Upon receiving his Ph.D. in 1963, Richard joined the agricultural economics faculty at Michigan State University. His research dealt primarily with agricultural price behavior, farmer hedging, and the organization and performance of agricultural markets. While at Michigan State he published path-breaking research on how optimal levels of hedging in commodity futures could be determined by statistical analysis of commodity prices and developed and demonstrated a simulated computerized egg exchange.

In 1969, Richard moved to the Economic Research Service of the Department of Agriculture in Washington, DC. USDA was responsible for regulating futures trading at that time. Richard conducted and led studies of the behavior of agricultural prices, optimal hedging levels for selected commodities at different locations, information systems for regulating futures markets, milk marketing and other topics. He served as chief economist for the Agricultural Marketing Service in 1980 and 1981, during which time he led a study of fruit and vegetable marketing orders. Returning to ERS, he continued to conduct and lead studies related to futures and options trading and crop insurance and to advise the secretary's office on policies relating to commodity futures and options and other topics.

Richard valued reason, compassion, justice, and the dignity of all individuals.
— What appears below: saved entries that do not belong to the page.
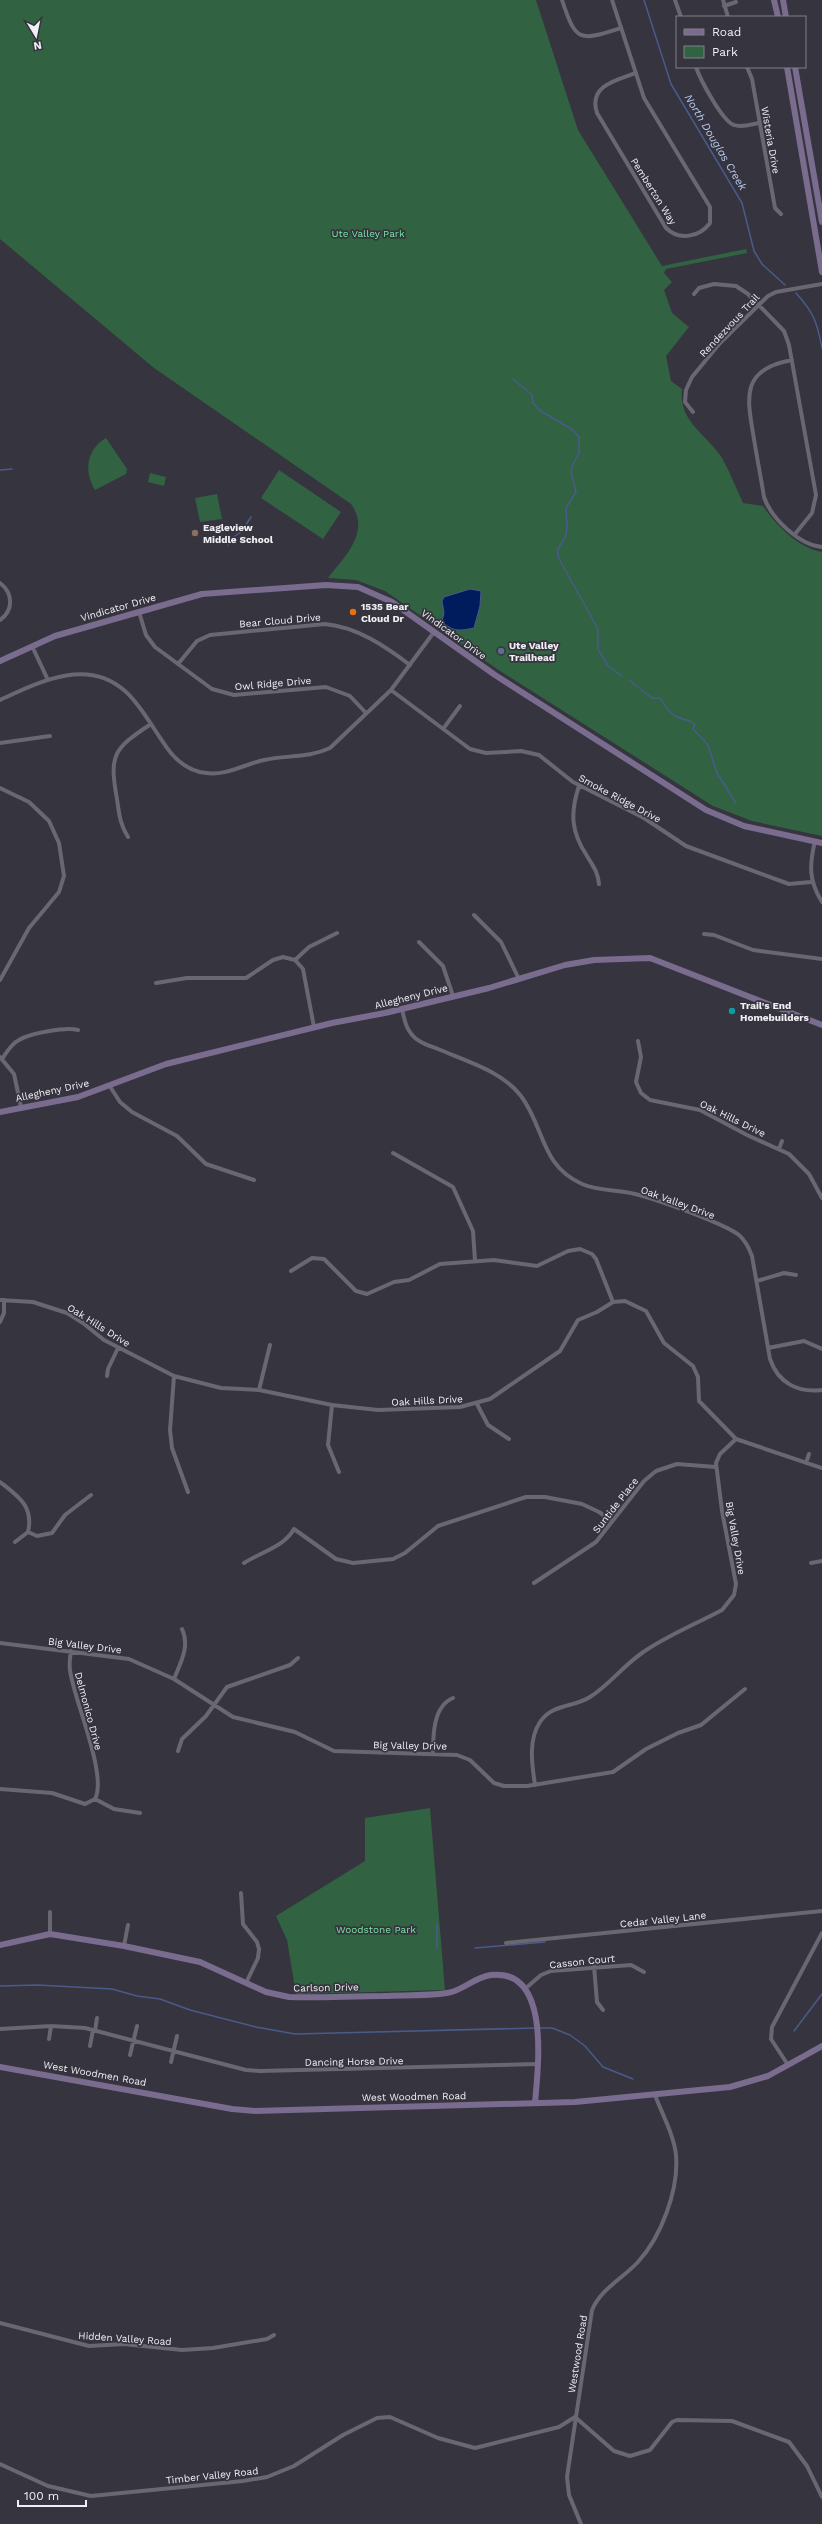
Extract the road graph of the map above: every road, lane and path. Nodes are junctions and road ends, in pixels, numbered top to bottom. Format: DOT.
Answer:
graph roads {
  1 [pos="562,0"];
  2 [pos="612,0"];
  3 [pos="675,0"];
  4 [pos="722,0"];
  5 [pos="774,0"];
  6 [pos="783,0"];
  7 [pos="736,2"];
  8 [pos="724,6"];
  9 [pos="681,16"];
  10 [pos="728,16"];
  11 [pos="778,16"];
  12 [pos="786,16"];
  13 [pos="621,28"];
  14 [pos="696,68"];
  15 [pos="747,68"];
  16 [pos="786,68"];
  17 [pos="795,68"];
  18 [pos="636,73"];
  19 [pos="759,123"];
  20 [pos="767,166"];
  21 [pos="761,167"];
  22 [pos="780,214"];
  23 [pos="822,222"];
  24 [pos="710,223"];
  25 [pos="715,225"];
  26 [pos="822,272"];
  27 [pos="822,284"];
  28 [pos="694,294"];
  29 [pos="759,304"];
  30 [pos="792,360"];
  31 [pos="693,412"];
  32 [pos="795,534"];
  33 [pos="822,547"];
  34 [pos="0,583"];
  35 [pos="139,612"];
  36 [pos="0,620"];
  37 [pos="434,632"];
  38 [pos="32,646"];
  39 [pos="0,661"];
  40 [pos="178,664"];
  41 [pos="410,665"];
  42 [pos="47,678"];
  43 [pos="391,690"];
  44 [pos="0,700"];
  45 [pos="460,706"];
  46 [pos="366,712"];
  47 [pos="151,724"];
  48 [pos="443,729"];
  49 [pos="50,736"];
  50 [pos="0,743"];
  51 [pos="579,786"];
  52 [pos="0,788"];
  53 [pos="128,837"];
  54 [pos="815,842"];
  55 [pos="822,843"];
  56 [pos="811,882"];
  57 [pos="599,884"];
  58 [pos="822,902"];
  59 [pos="474,915"];
  60 [pos="337,933"];
  61 [pos="704,934"];
  62 [pos="419,942"];
  63 [pos="822,959"];
  64 [pos="295,960"];
  65 [pos="519,979"];
  66 [pos="0,980"];
  67 [pos="156,983"];
  68 [pos="453,996"];
  69 [pos="402,1009"];
  70 [pos="822,1025"];
  71 [pos="314,1027"];
  72 [pos="78,1030"];
  73 [pos="638,1041"];
  74 [pos="1,1058"];
  75 [pos="109,1085"];
  76 [pos="21,1107"];
  77 [pos="0,1112"];
  78 [pos="782,1141"];
  79 [pos="779,1149"];
  80 [pos="393,1153"];
  81 [pos="254,1180"];
  82 [pos="822,1198"];
  83 [pos="476,1261"];
  84 [pos="291,1272"];
  85 [pos="796,1275"];
  86 [pos="757,1281"];
  87 [pos="2,1300"];
  88 [pos="613,1302"];
  89 [pos="0,1322"];
  90 [pos="270,1345"];
  91 [pos="118,1348"];
  92 [pos="768,1348"];
  93 [pos="822,1349"];
  94 [pos="107,1376"];
  95 [pos="174,1376"];
  96 [pos="259,1390"];
  97 [pos="822,1390"];
  98 [pos="477,1404"];
  99 [pos="332,1405"];
  100 [pos="509,1439"];
  101 [pos="736,1439"];
  102 [pos="809,1454"];
  103 [pos="806,1463"];
  104 [pos="716,1467"];
  105 [pos="822,1468"];
  106 [pos="339,1472"];
  107 [pos="0,1482"];
  108 [pos="188,1492"];
  109 [pos="91,1495"];
  110 [pos="612,1522"];
  111 [pos="28,1532"];
  112 [pos="15,1542"];
  113 [pos="822,1561"];
  114 [pos="244,1563"];
  115 [pos="811,1563"];
  116 [pos="534,1583"];
  117 [pos="182,1629"];
  118 [pos="0,1643"];
  119 [pos="71,1651"];
  120 [pos="298,1658"];
  121 [pos="174,1679"];
  122 [pos="745,1689"];
  123 [pos="453,1698"];
  124 [pos="213,1706"];
  125 [pos="178,1751"];
  126 [pos="433,1753"];
  127 [pos="535,1785"];
  128 [pos="0,1789"];
  129 [pos="95,1799"];
  130 [pos="140,1813"];
  131 [pos="241,1893"];
  132 [pos="822,1911"];
  133 [pos="50,1912"];
  134 [pos="128,1925"];
  135 [pos="822,1933"];
  136 [pos="50,1934"];
  137 [pos="506,1943"];
  138 [pos="0,1945"];
  139 [pos="124,1946"];
  140 [pos="594,1966"];
  141 [pos="644,1972"];
  142 [pos="246,1983"];
  143 [pos="526,1988"];
  144 [pos="603,2010"];
  145 [pos="97,2018"];
  146 [pos="50,2026"];
  147 [pos="137,2026"];
  148 [pos="0,2029"];
  149 [pos="94,2030"];
  150 [pos="177,2036"];
  151 [pos="49,2039"];
  152 [pos="133,2041"];
  153 [pos="90,2046"];
  154 [pos="822,2046"];
  155 [pos="173,2051"];
  156 [pos="130,2055"];
  157 [pos="171,2062"];
  158 [pos="788,2064"];
  159 [pos="539,2066"];
  160 [pos="0,2067"];
  161 [pos="655,2095"];
  162 [pos="535,2103"];
  163 [pos="0,2323"];
  164 [pos="274,2335"];
  165 [pos="575,2418"];
  166 [pos="0,2464"];
  167 [pos="822,2497"];
  168 [pos="581,2524"];
  1 -- 13 [label="street"];
  2 -- 13 [label="street"];
  3 -- 9 [label="street"];
  4 -- 8 [label="street"];
  5 -- 11 [label="main road"];
  6 -- 12 [label="main road"];
  7 -- 8 [label="street"];
  8 -- 10 [label="street"];
  13 -- 18 [label="street"];
  14 -- 19 [label="street"];
  15 -- 19 [label="street, Wisteria Drive"];
  16 -- 26 [label="main road"];
  17 -- 23 [label="main road"];
  18 -- 24 [label="street"];
  18 -- 24 [label="street, Pemberton Way"];
  19 -- 20 [label="street, Wisteria Drive"];
  20 -- 21 [label="street"];
  20 -- 22 [label="street, Wisteria Drive"];
  24 -- 25 [label="street"];
  27 -- 29 [label="street, Rendezvous Trail"];
  28 -- 29 [label="street"];
  29 -- 30 [label="street"];
  29 -- 31 [label="street, Rendezvous Trail"];
  30 -- 32 [label="street"];
  30 -- 32 [label="street"];
  32 -- 33 [label="street"];
  34 -- 36 [label="street"];
  35 -- 37 [label="main road, Vindicator Drive"];
  35 -- 38 [label="main road, Vindicator Drive"];
  35 -- 40 [label="street, Owl Ridge Drive"];
  37 -- 41 [label="street"];
  37 -- 54 [label="main road, Vindicator Drive"];
  38 -- 39 [label="main road, Vindicator Drive"];
  38 -- 42 [label="street"];
  40 -- 41 [label="street, Bear Cloud Drive"];
  40 -- 46 [label="street, Owl Ridge Drive"];
  41 -- 43 [label="street"];
  42 -- 44 [label="street"];
  42 -- 47 [label="street"];
  43 -- 46 [label="street"];
  43 -- 48 [label="street, Smoke Ridge Drive"];
  45 -- 48 [label="street"];
  46 -- 47 [label="street"];
  47 -- 53 [label="street"];
  48 -- 51 [label="street, Smoke Ridge Drive"];
  49 -- 50 [label="street"];
  51 -- 56 [label="street, Smoke Ridge Drive"];
  51 -- 57 [label="street"];
  52 -- 66 [label="street"];
  54 -- 55 [label="main road, Vindicator Drive"];
  54 -- 56 [label="street"];
  56 -- 58 [label="street"];
  59 -- 65 [label="street"];
  60 -- 64 [label="street"];
  61 -- 63 [label="street"];
  62 -- 68 [label="street"];
  64 -- 67 [label="street"];
  64 -- 71 [label="street"];
  65 -- 68 [label="main road, Allegheny Drive"];
  65 -- 70 [label="main road, Allegheny Drive"];
  68 -- 69 [label="main road, Allegheny Drive"];
  69 -- 71 [label="main road, Allegheny Drive"];
  69 -- 86 [label="street, Oak Valley Drive"];
  71 -- 75 [label="main road, Allegheny Drive"];
  72 -- 74 [label="street"];
  73 -- 79 [label="street, Oak Hills Drive"];
  74 -- 76 [label="street"];
  75 -- 76 [label="main road, Allegheny Drive"];
  75 -- 81 [label="street"];
  76 -- 77 [label="main road, Allegheny Drive"];
  78 -- 79 [label="street"];
  79 -- 82 [label="street, Oak Hills Drive"];
  80 -- 83 [label="street"];
  83 -- 84 [label="street"];
  83 -- 88 [label="street"];
  85 -- 86 [label="street"];
  86 -- 92 [label="street, Oak Valley Drive"];
  87 -- 89 [label="street"];
  87 -- 91 [label="street, Oak Hills Drive"];
  88 -- 98 [label="street, Oak Hills Drive"];
  88 -- 101 [label="street"];
  90 -- 96 [label="street"];
  91 -- 94 [label="street"];
  91 -- 95 [label="street, Oak Hills Drive"];
  92 -- 93 [label="street"];
  92 -- 97 [label="street, Oak Valley Drive"];
  95 -- 96 [label="street, Oak Hills Drive"];
  95 -- 108 [label="street"];
  96 -- 99 [label="street, Oak Hills Drive"];
  98 -- 99 [label="street, Oak Hills Drive"];
  98 -- 100 [label="street"];
  99 -- 106 [label="street"];
  101 -- 103 [label="street"];
  101 -- 104 [label="street"];
  102 -- 103 [label="street"];
  103 -- 105 [label="street"];
  104 -- 110 [label="street, Suntide Place"];
  104 -- 127 [label="street, Big Valley Drive"];
  107 -- 111 [label="street"];
  109 -- 111 [label="street"];
  110 -- 114 [label="street"];
  110 -- 116 [label="street, Suntide Place"];
  111 -- 112 [label="street"];
  113 -- 115 [label="street"];
  117 -- 121 [label="street"];
  118 -- 119 [label="street, Big Valley Drive"];
  119 -- 121 [label="street, Big Valley Drive"];
  119 -- 129 [label="street, Delmonico Drive"];
  120 -- 124 [label="street"];
  121 -- 124 [label="street, Big Valley Drive"];
  122 -- 127 [label="street"];
  123 -- 126 [label="street"];
  124 -- 125 [label="street"];
  124 -- 126 [label="street, Big Valley Drive"];
  126 -- 127 [label="street, Big Valley Drive"];
  128 -- 129 [label="street"];
  129 -- 130 [label="street"];
  131 -- 142 [label="street"];
  132 -- 137 [label="street, Cedar Valley Lane"];
  133 -- 136 [label="street"];
  134 -- 139 [label="street"];
  135 -- 158 [label="street"];
  136 -- 138 [label="main road, Carlson Drive"];
  136 -- 139 [label="main road, Carlson Drive"];
  139 -- 142 [label="main road, Carlson Drive"];
  140 -- 141 [label="street, Casson Court"];
  140 -- 143 [label="street, Casson Court"];
  140 -- 144 [label="street"];
  142 -- 143 [label="main road, Carlson Drive"];
  143 -- 159 [label="main road"];
  145 -- 149 [label="street"];
  146 -- 148 [label="street, Dancing Horse Drive"];
  146 -- 149 [label="street, Dancing Horse Drive"];
  146 -- 151 [label="street"];
  147 -- 152 [label="street"];
  149 -- 152 [label="street, Dancing Horse Drive"];
  149 -- 153 [label="street"];
  150 -- 155 [label="street"];
  152 -- 155 [label="street, Dancing Horse Drive"];
  152 -- 156 [label="street"];
  154 -- 158 [label="main road, West Woodmen Road"];
  155 -- 157 [label="street"];
  155 -- 159 [label="street, Dancing Horse Drive"];
  158 -- 161 [label="main road, West Woodmen Road"];
  159 -- 162 [label="main road"];
  160 -- 162 [label="main road, West Woodmen Road"];
  161 -- 162 [label="main road, West Woodmen Road"];
  161 -- 165 [label="street, Westwood Road"];
  163 -- 164 [label="street, Hidden Valley Road"];
  165 -- 166 [label="street, Timber Valley Road"];
  165 -- 167 [label="street"];
  165 -- 168 [label="street, Westwood Road"];
}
In Virginia, he served as a Boy Scout leader for 14 years and as a church elder. He was a longtime member of the American Agricultural Economics Association and served on their Board of Directors and as Senior Section secretary. In Louisville, he belonged to the All Peoples (formerly Thomas Jefferson) Unitarian Church, the Louisville Humanists, the Louisville Committee for Foreign Relations and a social cycling group. He helped lead an investment group and served on the church's endowment board twice. He delivered meals to the elderly for over a decade.

Richard was an enthusiastic traveler and amateur photographer. (He visited each state more than once, traveled to Europe a dozen times and Asia once, and enjoyed six cruises with his wife, Marjorie.) He was a long-term survivor of bladder cancer and prostate cancer. He bicycled regularly for exercise and frequently with groups until late in life.  Richard died on July 24, 2022, at the age of 88.

Richard is survived by his wife, his three children, nine grandchildren, seven great grandchildren.